Magnus Böcker, chief executive of OMX, has expressed deep misgivings about a possible takeover bid by Borse Dubai following a meeting with senior executives from the middle eastern exchange.

He told the Financial Times on Monday he had concerns about the transparency and regulation of a market owned by just one shareholder and feared this could undermine OMX’s credibility.

He also called into question the manner in which Borse Dubai had amassed its stake in OMX, which has also generated significant attention from Sweden’s financial regulator.

“I appreciate the visit but I am still uncertain about any customer benefits,” Mr Böcker said on Monday.

Mr Bocker and Urban Bäckström, OMX chairman, held a meeting with Borse Dubai on Monday, during which they presented a list of five questions.

The questions covered ownership and governance; why Borse Dubai had built its stake the way it did; the benefits for Nordic financial markets from a deal with Borse Dubai; its view of the future strategy and role of OMX; and its plans for future ownership.

Mr Bocker indicated he had left the meeting far from satisfied with the answers, but emphasised he and the board would assess any future bid in accordance with all rules and regulations.

Separately, Sweden’s financial regulator turned up the pressure on Borse Dubai on Monday after it emerged the Gulf-based exchange operator would miss Tuesday’s deadline to declare whether it would make a bid for OMX.

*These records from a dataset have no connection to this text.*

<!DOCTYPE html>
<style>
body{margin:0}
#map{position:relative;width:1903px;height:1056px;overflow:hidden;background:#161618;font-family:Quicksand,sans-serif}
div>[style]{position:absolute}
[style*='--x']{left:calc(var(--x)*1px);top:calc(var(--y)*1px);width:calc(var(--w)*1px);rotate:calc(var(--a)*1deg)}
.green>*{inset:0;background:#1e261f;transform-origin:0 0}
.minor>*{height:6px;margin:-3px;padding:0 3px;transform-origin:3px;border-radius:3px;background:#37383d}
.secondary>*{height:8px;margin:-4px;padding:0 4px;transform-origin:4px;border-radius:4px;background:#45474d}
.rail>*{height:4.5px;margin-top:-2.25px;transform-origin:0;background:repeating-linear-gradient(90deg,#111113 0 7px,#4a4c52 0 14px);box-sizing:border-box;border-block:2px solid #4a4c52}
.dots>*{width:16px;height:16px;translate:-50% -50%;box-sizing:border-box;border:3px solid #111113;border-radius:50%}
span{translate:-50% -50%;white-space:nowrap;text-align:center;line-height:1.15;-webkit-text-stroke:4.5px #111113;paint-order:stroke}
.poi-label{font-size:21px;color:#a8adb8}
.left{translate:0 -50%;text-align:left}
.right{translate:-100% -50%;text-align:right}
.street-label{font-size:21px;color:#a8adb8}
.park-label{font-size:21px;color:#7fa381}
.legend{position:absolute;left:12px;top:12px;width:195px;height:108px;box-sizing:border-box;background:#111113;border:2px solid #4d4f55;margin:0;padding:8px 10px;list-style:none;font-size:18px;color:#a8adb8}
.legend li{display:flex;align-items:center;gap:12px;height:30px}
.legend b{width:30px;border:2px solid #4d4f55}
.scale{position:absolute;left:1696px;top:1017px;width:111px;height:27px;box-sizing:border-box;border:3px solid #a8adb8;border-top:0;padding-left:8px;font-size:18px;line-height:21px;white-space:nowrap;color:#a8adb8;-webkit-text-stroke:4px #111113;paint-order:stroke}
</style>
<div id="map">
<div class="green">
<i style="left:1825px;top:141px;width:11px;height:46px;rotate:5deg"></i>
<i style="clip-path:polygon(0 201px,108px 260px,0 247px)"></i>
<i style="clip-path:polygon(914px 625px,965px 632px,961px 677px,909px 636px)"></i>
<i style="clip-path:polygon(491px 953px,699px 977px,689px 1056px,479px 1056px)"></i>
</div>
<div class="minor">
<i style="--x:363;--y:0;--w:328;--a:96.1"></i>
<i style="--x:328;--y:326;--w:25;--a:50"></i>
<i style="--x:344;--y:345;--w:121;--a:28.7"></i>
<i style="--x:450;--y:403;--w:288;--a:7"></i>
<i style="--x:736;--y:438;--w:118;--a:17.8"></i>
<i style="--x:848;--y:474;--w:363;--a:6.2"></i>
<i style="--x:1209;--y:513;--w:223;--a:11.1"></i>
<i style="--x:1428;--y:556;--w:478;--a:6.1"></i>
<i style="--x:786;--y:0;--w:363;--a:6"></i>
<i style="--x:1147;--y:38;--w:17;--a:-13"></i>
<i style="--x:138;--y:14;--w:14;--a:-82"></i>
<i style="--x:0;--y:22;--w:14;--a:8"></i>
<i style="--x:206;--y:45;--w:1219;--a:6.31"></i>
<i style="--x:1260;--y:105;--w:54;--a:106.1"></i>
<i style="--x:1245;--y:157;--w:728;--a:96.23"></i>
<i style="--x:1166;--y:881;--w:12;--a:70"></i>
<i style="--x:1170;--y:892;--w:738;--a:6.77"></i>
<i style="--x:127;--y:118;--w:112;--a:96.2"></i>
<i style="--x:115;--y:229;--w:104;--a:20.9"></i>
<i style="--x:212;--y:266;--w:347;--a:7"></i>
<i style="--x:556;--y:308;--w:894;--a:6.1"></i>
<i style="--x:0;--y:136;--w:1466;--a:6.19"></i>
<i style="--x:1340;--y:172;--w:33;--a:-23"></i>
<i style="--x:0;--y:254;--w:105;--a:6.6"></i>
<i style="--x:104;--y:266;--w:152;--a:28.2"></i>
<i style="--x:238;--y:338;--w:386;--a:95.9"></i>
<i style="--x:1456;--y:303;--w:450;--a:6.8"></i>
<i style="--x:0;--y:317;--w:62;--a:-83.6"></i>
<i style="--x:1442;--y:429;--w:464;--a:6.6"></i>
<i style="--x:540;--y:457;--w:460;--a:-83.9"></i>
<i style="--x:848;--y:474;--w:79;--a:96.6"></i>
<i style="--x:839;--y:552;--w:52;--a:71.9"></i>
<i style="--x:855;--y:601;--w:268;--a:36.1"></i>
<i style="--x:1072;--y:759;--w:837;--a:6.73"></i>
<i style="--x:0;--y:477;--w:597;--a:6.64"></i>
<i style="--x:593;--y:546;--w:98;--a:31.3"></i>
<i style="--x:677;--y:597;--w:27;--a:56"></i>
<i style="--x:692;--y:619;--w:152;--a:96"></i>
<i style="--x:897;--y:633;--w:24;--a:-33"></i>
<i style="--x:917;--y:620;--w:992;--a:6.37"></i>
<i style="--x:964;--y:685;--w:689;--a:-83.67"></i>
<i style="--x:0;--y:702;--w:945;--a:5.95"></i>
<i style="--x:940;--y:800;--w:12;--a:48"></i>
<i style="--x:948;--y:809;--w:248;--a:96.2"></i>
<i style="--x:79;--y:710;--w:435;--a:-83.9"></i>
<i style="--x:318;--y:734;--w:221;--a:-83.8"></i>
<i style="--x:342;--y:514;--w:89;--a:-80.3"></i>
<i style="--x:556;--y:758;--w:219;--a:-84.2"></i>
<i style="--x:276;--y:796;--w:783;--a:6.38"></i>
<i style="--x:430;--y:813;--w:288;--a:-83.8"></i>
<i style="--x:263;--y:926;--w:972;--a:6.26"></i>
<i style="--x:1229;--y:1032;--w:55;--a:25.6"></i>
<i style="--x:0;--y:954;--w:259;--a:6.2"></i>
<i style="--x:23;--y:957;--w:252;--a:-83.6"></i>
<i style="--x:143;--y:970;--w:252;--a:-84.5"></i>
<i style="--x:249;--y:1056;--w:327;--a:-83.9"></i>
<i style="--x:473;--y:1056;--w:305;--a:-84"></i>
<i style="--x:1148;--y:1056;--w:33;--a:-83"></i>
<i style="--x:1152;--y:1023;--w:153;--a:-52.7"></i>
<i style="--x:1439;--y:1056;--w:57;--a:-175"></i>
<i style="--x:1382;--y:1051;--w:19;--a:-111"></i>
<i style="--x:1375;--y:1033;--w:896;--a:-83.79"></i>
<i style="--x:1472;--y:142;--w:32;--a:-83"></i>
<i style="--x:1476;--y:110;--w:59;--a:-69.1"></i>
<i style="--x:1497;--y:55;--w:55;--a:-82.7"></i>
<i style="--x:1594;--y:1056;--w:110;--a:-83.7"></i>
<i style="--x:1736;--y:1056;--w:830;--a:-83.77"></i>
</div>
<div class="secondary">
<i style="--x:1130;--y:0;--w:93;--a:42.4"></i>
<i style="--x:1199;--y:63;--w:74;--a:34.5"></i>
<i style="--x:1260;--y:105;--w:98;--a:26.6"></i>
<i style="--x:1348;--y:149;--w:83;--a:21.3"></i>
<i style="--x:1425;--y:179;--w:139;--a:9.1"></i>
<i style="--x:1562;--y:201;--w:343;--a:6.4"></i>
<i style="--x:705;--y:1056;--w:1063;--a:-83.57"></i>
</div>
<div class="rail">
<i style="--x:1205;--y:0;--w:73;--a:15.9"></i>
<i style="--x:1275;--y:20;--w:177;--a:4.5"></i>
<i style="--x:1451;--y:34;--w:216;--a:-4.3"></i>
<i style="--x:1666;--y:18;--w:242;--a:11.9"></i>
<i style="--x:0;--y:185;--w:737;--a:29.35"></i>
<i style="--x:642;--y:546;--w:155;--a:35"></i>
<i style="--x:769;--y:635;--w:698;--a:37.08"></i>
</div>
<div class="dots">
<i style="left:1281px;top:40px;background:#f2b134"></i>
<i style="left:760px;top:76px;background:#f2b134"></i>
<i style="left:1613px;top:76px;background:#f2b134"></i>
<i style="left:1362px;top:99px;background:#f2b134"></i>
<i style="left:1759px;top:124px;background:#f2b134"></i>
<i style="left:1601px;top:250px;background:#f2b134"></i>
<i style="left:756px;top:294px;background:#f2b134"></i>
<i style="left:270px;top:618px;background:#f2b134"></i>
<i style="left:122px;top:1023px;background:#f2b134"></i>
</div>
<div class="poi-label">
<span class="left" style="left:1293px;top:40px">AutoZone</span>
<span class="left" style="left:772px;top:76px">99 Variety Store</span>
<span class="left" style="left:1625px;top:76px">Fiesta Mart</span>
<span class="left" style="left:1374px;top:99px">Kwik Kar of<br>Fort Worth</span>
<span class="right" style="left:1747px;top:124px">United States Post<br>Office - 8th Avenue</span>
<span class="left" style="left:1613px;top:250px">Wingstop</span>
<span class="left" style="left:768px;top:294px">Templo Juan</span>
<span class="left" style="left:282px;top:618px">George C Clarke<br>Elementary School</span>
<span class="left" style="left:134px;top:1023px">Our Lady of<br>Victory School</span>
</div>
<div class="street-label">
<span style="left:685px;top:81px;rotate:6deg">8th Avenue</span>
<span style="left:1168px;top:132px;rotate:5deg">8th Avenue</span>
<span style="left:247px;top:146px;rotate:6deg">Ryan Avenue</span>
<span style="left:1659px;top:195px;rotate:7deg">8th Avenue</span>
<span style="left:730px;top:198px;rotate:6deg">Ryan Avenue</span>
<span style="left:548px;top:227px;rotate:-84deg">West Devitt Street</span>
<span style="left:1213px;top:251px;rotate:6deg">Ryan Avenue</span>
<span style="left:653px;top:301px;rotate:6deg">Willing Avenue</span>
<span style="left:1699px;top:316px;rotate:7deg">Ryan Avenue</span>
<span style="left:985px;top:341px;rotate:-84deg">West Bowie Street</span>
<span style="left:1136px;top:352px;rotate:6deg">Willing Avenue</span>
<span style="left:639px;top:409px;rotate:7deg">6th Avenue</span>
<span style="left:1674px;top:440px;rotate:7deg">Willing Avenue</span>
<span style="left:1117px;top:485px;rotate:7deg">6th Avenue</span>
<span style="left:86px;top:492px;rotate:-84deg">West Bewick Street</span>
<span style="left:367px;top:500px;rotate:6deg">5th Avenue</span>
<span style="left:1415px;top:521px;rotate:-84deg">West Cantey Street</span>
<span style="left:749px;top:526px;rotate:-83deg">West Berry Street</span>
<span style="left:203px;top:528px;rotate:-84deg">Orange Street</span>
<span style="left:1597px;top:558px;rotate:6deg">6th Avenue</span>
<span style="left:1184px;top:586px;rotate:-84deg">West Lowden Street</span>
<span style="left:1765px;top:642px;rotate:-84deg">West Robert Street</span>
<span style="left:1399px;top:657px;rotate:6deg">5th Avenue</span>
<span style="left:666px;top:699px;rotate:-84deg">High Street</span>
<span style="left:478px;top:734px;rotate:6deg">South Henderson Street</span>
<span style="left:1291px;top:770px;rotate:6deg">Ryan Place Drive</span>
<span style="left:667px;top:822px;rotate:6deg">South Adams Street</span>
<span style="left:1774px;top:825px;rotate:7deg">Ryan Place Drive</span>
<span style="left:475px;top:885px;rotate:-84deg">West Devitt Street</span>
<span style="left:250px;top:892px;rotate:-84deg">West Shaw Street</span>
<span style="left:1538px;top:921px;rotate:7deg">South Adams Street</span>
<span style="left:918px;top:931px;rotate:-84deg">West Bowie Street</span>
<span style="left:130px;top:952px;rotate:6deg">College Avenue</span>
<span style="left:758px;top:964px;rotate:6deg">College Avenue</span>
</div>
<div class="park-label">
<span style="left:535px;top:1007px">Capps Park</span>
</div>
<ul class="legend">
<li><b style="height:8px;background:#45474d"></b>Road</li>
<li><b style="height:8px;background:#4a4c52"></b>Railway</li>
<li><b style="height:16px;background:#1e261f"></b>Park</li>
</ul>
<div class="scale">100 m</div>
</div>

The Financial Supervisory Authority has set a new and final deadline of Thursday and said Borse Dubai would be “called in for questioning” if it gets no answers.

Borse Dubai bought a quarter of the Nordic stock market company last week for SKr230 a share, topping the price of an agreed SKr208-a-share deal with Nasdaq worth $3.7bn.

The latest development adds to the sense of regulatory unease that has dogged Borse Dubai’s decision to hijack the takeover of OMX by Nasdaq, the US company.

Borse Dubai’s tactics have raised eyebrows in Sweden. It acquired the right to own 27.4 per cent of OMX without first informing the FSA. Under Swedish law, any purchase of more than 10 per cent needs regulatory approval.

These doubts were compounded by uncertainty over whether it was making a bid – forcing the FSA to send a letter last week seeking urgent clarification.

Borse Dubai said on Monday relations with the FSA were cordial: “We will not miss any deadline. We have agreed with Sweden’s FSA that we will hand in information no later than Thursday.” It provided no reasons for the delay.

If the FSA decides Borse Dubai’s move constitutes a bid, the latter will have to file formal offer documents within four weeks. If Borse Dubai disagrees, it could be fined up to SKr100m ($14.6m) and banned from making a bid in the future.

Executives from Borse Dubai have met representatives from the Swedish government, which has a 6.6 per cent stake in OMX.

They plan to meet this week with Investor, the holding company of the Wallenberg family, which owns 10.7 per cent of OMX. The attitude of OMX’s biggest shareholders will be crucial to any Borse Dubai decision to proceed with an offer.

Investor and the Swedish government have said price is not the only factor in the coming sale and are keen to hear more about its strategy.

Both are understood to have concerns about the transparency and regulatory implications of OMX being sold to just one company, as well as doubts about the benefits of a tie-up with the company compared with the Nasdaq offer.

The Swedish government released a statement quoting Karin Forseke, the ministry of financial markets’ privatisation specialist, saying: “Borse Dubai asked for a meeting and we have listened to what they had to say. There is no bid, but if one is presented, the government will look through it and make an informed decision.”